Its membership is crossed with many other similar organisations and bodies that have similar objectives such as the King's Cross Conservation Area Advisory Committee, the Newcomen Society and the Association for Industrial Archaeology.

== Activities ==
Every year it organises a series of half-a-dozen lectures (held in Central London) on industrial archaeology. It provides a bi-monthly newsletter, originally produced as hard copy in an A4 Gestetner form but now printed conventionally. It also hosts a series of popular walks around sites of industrial archaeological importance in London, usually led by people who are expert about the areas in question.
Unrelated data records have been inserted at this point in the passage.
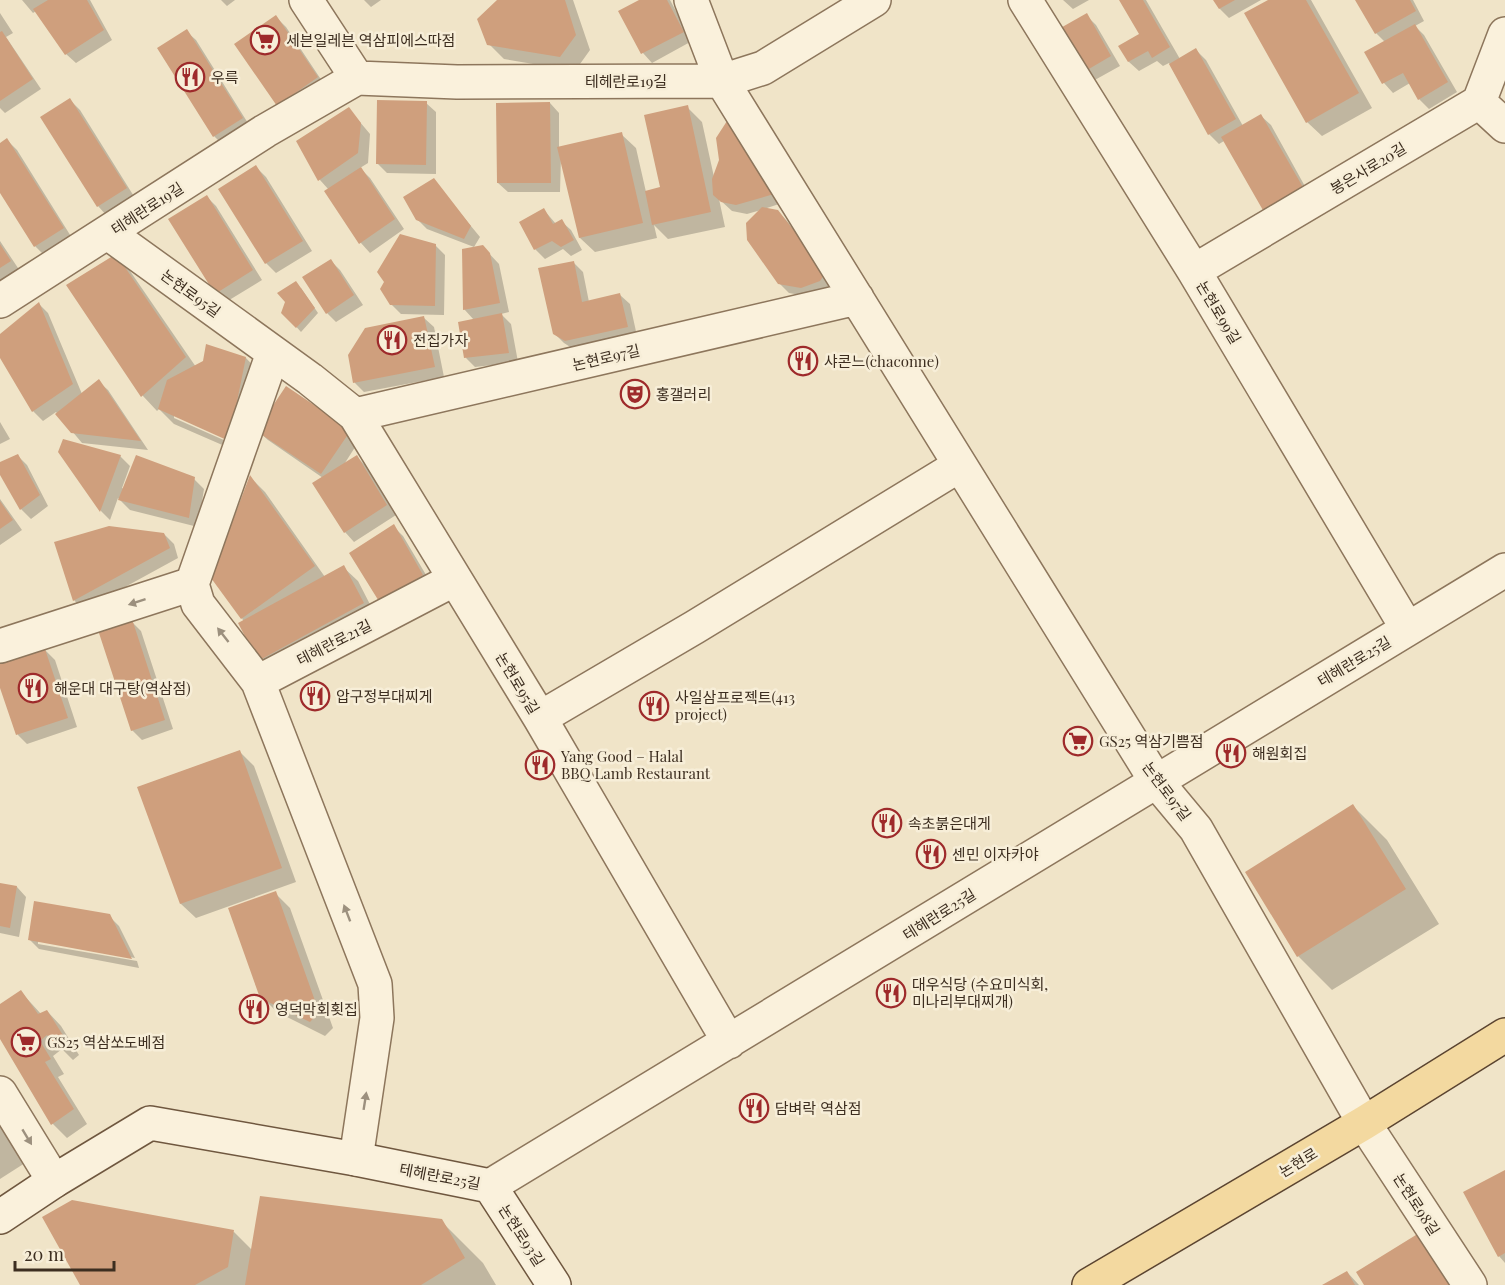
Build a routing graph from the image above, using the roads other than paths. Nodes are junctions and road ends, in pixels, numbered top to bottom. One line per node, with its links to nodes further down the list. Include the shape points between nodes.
1 (306, 0): 6 (street)
2 (691, 0): 7 (street, 논현로97길)
3 (874, 0): 7 (street, 테헤란로19길, via 763,68)
4 (1025, 0): 11 (street, 논현로99길)
5 (1505, 34): 8 (street)
6 (357, 78): 7 (street, 테헤란로19길, via 457,82); 10 (street, 테헤란로19길, via 265,131)
7 (722, 81): 12 (street, 논현로97길)
8 (1479, 102): 9 (street); 11 (street, 봉은사로20길)
9 (1505, 126)
10 (108, 233): 13 (street, 테헤란로19길); 14 (street, 논현로95길)
11 (1194, 271): 20 (street, 논현로99길)
12 (857, 298): 15 (street, 논현로97길); 16 (street, 논현로97길)
13 (0, 302)
14 (273, 353): 15 (street, 논현로95길); 19 (street)
15 (356, 415): 18 (street, 논현로95길)
16 (960, 465): 23 (street); 24 (street, 논현로97길)
17 (1505, 570): 20 (street, 테헤란로25길)
18 (455, 579): 22 (street, 테헤란로21길); 23 (street, 논현로95길)
19 (192, 584): 21 (street, one-way to 21); 22 (street, one-way to 19, via 198,604)
20 (1407, 628): 24 (street, 테헤란로25길)
21 (0, 646)
22 (258, 682): 29 (street, one-way to 22, via 377,1018 375,984)
23 (540, 718): 26 (street, 논현로95길)
24 (1156, 781): 26 (street, 테헤란로25길); 28 (street, 논현로97길, via 1196,829)
25 (1505, 1035): 28 (main road, 논현로)
26 (729, 1042): 31 (street, 테헤란로25길)
27 (0, 1093): 30 (street, one-way to 30)
28 (1364, 1123): 34 (main road, 논현로); 35 (street, 논현로98길)
29 (356, 1159): 30 (street, 테헤란로25길, via 150,1123); 31 (street, 테헤란로25길)
30 (54, 1181): 32 (street, 테헤란로25길)
31 (490, 1186): 33 (street, 논현로93길)
32 (0, 1217)
33 (554, 1285)
34 (1089, 1285)
35 (1470, 1285)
An occasional journal is produced in A4 booklet form.

== Database ==
In the early 1990s AIA developed a national standardised method for collecting industrial archaeology data. The result was the IRIS (Index Record for Industrial Sites) booklet and forms, published in 1993.

In 1998, GLIAS began to develop a database which could be used to record site information in Greater London. The intention was to make the database compatible with the IRIS data standard, and the first version was essentially an electronic IRIS form.

An early version was demonstrated to a special committee of the society, the Recording Group, and this was later presented to the AIA. This was favourably received and the database has been in development ever since. In 2002 the society received an award from the AIA.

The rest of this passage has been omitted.